- [Information]:
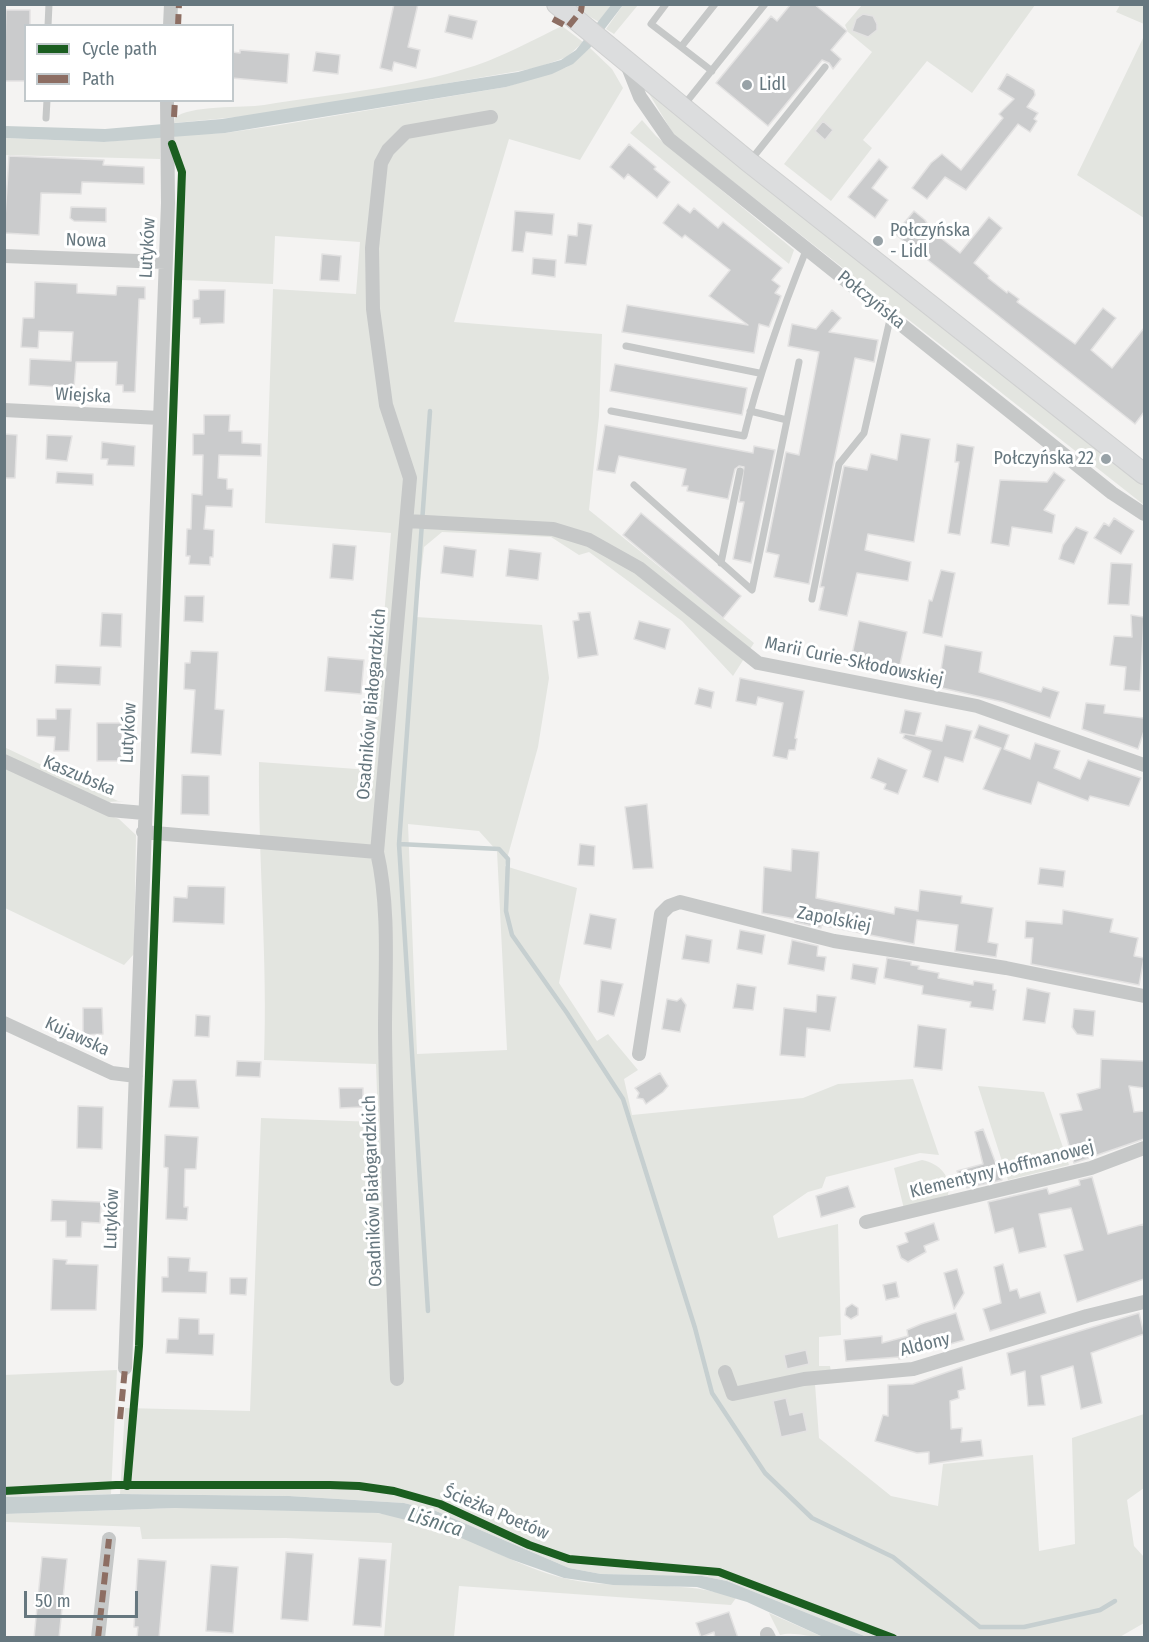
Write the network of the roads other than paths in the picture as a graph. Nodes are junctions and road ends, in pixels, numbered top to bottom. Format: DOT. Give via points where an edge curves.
graph roads {
  1 [pos="49,4"];
  2 [pos="171,4"];
  3 [pos="557,4"];
  4 [pos="666,4"];
  5 [pos="715,4"];
  6 [pos="765,4"];
  7 [pos="48,24"];
  8 [pos="170,24"];
  9 [pos="681,47"];
  10 [pos="626,62"];
  11 [pos="825,67"];
  12 [pos="712,71"];
  13 [pos="47,102"];
  14 [pos="167,102"];
  15 [pos="682,107"];
  16 [pos="491,117"];
  17 [pos="46,118"];
  18 [pos="750,162"];
  19 [pos="807,248"];
  20 [pos="4,256"];
  21 [pos="165,262"];
  22 [pos="891,315"];
  23 [pos="626,346"];
  24 [pos="799,362"];
  25 [pos="759,373"];
  26 [pos="4,410"];
  27 [pos="611,411"];
  28 [pos="750,411"];
  29 [pos="160,418"];
  30 [pos="787,420"];
  31 [pos="740,471"];
  32 [pos="1144,474"];
  33 [pos="634,484"];
  34 [pos="1144,514"];
  35 [pos="417,522"];
  36 [pos="721,563"];
  37 [pos="812,599"];
  38 [pos="4,761"];
  39 [pos="1144,765"];
  40 [pos="144,813"];
  41 [pos="143,832"];
  42 [pos="377,852"];
  43 [pos="1144,996"];
  44 [pos="4,1023"];
  45 [pos="639,1054"];
  46 [pos="136,1076"];
  47 [pos="1144,1148"];
  48 [pos="866,1222"];
  49 [pos="1144,1302"];
  50 [pos="125,1368"];
  51 [pos="725,1372"];
  52 [pos="397,1379"];
  53 [pos="109,1539"];
  54 [pos="98,1638"];
  1 -- 7 [label="lane"];
  2 -- 8 [label="street"];
  3 -- 10 [label="street, Połczyńska"];
  4 -- 9 [label="lane" via="651,24"];
  5 -- 9 [label="lane"];
  6 -- 12 [label="lane"];
  9 -- 12 [label="lane"];
  10 -- 15 [label="street, Połczyńska"];
  10 -- 19 [label="street, Połczyńska" via="640,97 669,138"];
  11 -- 18 [label="lane"];
  12 -- 15 [label="lane"];
  13 -- 17 [label="lane"];
  14 -- 21 [label="street, Lutyków"];
  15 -- 18 [label="street, Połczyńska"];
  16 -- 35 [label="street, Osadników Białogardzkich" via="406,132 387,150 381,163 372,248 373,309 387,405 410,478"];
  18 -- 32 [label="street, Połczyńska"];
  19 -- 22 [label="street, Połczyńska"];
  19 -- 25 [label="lane"];
  20 -- 21 [label="street, Nowa"];
  21 -- 29 [label="street, Lutyków"];
  22 -- 34 [label="street, Połczyńska" via="1112,493"];
  22 -- 37 [label="lane" via="864,433 839,464"];
  23 -- 25 [label="lane"];
  24 -- 30 [label="lane"];
  25 -- 28 [label="lane"];
  26 -- 29 [label="street, Wiejska"];
  27 -- 28 [label="lane" via="744,436"];
  28 -- 30 [label="lane"];
  29 -- 40 [label="street, Lutyków"];
  30 -- 36 [label="lane" via="752,590"];
  31 -- 36 [label="lane"];
  33 -- 36 [label="lane"];
  35 -- 39 [label="street, Marii Curie-Skłodowskiej" via="553,529 589,540 639,568 758,663 977,706"];
  35 -- 42 [label="street, Osadników Białogardzkich"];
  38 -- 40 [label="street, Kaszubska" via="110,810"];
  40 -- 41 [label="street, Lutyków"];
  41 -- 42 [label="street"];
  41 -- 46 [label="street, Lutyków"];
  42 -- 52 [label="street, Osadników Białogardzkich" via="386,969"];
  43 -- 45 [label="street, Zapolskiej" via="1006,968 834,941 680,902 661,915"];
  44 -- 46 [label="street, Kujawska" via="112,1073"];
  46 -- 50 [label="street, Lutyków"];
  47 -- 48 [label="street, Klementyny Hoffmanowej" via="1091,1168"];
  49 -- 51 [label="street, Aldony" via="912,1369 804,1379 733,1394"];
  53 -- 54 [label="street"];
}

- [Task statement]:
Copy every line of the records exactly as it is written, but not the pictures.

- [Written response]:
Write the network of the roads other than paths in the picture as a graph. Nodes are junctions and road ends, in pixels, numbered top to bottom. Format: DOT. Give via points where an edge curves.
graph roads {
  1 [pos="49,4"];
  2 [pos="171,4"];
  3 [pos="557,4"];
  4 [pos="666,4"];
  5 [pos="715,4"];
  6 [pos="765,4"];
  7 [pos="48,24"];
  8 [pos="170,24"];
  9 [pos="681,47"];
  10 [pos="626,62"];
  11 [pos="825,67"];
  12 [pos="712,71"];
  13 [pos="47,102"];
  14 [pos="167,102"];
  15 [pos="682,107"];
  16 [pos="491,117"];
  17 [pos="46,118"];
  18 [pos="750,162"];
  19 [pos="807,248"];
  20 [pos="4,256"];
  21 [pos="165,262"];
  22 [pos="891,315"];
  23 [pos="626,346"];
  24 [pos="799,362"];
  25 [pos="759,373"];
  26 [pos="4,410"];
  27 [pos="611,411"];
  28 [pos="750,411"];
  29 [pos="160,418"];
  30 [pos="787,420"];
  31 [pos="740,471"];
  32 [pos="1144,474"];
  33 [pos="634,484"];
  34 [pos="1144,514"];
  35 [pos="417,522"];
  36 [pos="721,563"];
  37 [pos="812,599"];
  38 [pos="4,761"];
  39 [pos="1144,765"];
  40 [pos="144,813"];
  41 [pos="143,832"];
  42 [pos="377,852"];
  43 [pos="1144,996"];
  44 [pos="4,1023"];
  45 [pos="639,1054"];
  46 [pos="136,1076"];
  47 [pos="1144,1148"];
  48 [pos="866,1222"];
  49 [pos="1144,1302"];
  50 [pos="125,1368"];
  51 [pos="725,1372"];
  52 [pos="397,1379"];
  53 [pos="109,1539"];
  54 [pos="98,1638"];
  1 -- 7 [label="lane"];
  2 -- 8 [label="street"];
  3 -- 10 [label="street, Połczyńska"];
  4 -- 9 [label="lane" via="651,24"];
  5 -- 9 [label="lane"];
  6 -- 12 [label="lane"];
  9 -- 12 [label="lane"];
  10 -- 15 [label="street, Połczyńska"];
  10 -- 19 [label="street, Połczyńska" via="640,97 669,138"];
  11 -- 18 [label="lane"];
  12 -- 15 [label="lane"];
  13 -- 17 [label="lane"];
  14 -- 21 [label="street, Lutyków"];
  15 -- 18 [label="street, Połczyńska"];
  16 -- 35 [label="street, Osadników Białogardzkich" via="406,132 387,150 381,163 372,248 373,309 387,405 410,478"];
  18 -- 32 [label="street, Połczyńska"];
  19 -- 22 [label="street, Połczyńska"];
  19 -- 25 [label="lane"];
  20 -- 21 [label="street, Nowa"];
  21 -- 29 [label="street, Lutyków"];
  22 -- 34 [label="street, Połczyńska" via="1112,493"];
  22 -- 37 [label="lane" via="864,433 839,464"];
  23 -- 25 [label="lane"];
  24 -- 30 [label="lane"];
  25 -- 28 [label="lane"];
  26 -- 29 [label="street, Wiejska"];
  27 -- 28 [label="lane" via="744,436"];
  28 -- 30 [label="lane"];
  29 -- 40 [label="street, Lutyków"];
  30 -- 36 [label="lane" via="752,590"];
  31 -- 36 [label="lane"];
  33 -- 36 [label="lane"];
  35 -- 39 [label="street, Marii Curie-Skłodowskiej" via="553,529 589,540 639,568 758,663 977,706"];
  35 -- 42 [label="street, Osadników Białogardzkich"];
  38 -- 40 [label="street, Kaszubska" via="110,810"];
  40 -- 41 [label="street, Lutyków"];
  41 -- 42 [label="street"];
  41 -- 46 [label="street, Lutyków"];
  42 -- 52 [label="street, Osadników Białogardzkich" via="386,969"];
  43 -- 45 [label="street, Zapolskiej" via="1006,968 834,941 680,902 661,915"];
  44 -- 46 [label="street, Kujawska" via="112,1073"];
  46 -- 50 [label="street, Lutyków"];
  47 -- 48 [label="street, Klementyny Hoffmanowej" via="1091,1168"];
  49 -- 51 [label="street, Aldony" via="912,1369 804,1379 733,1394"];
  53 -- 54 [label="street"];
}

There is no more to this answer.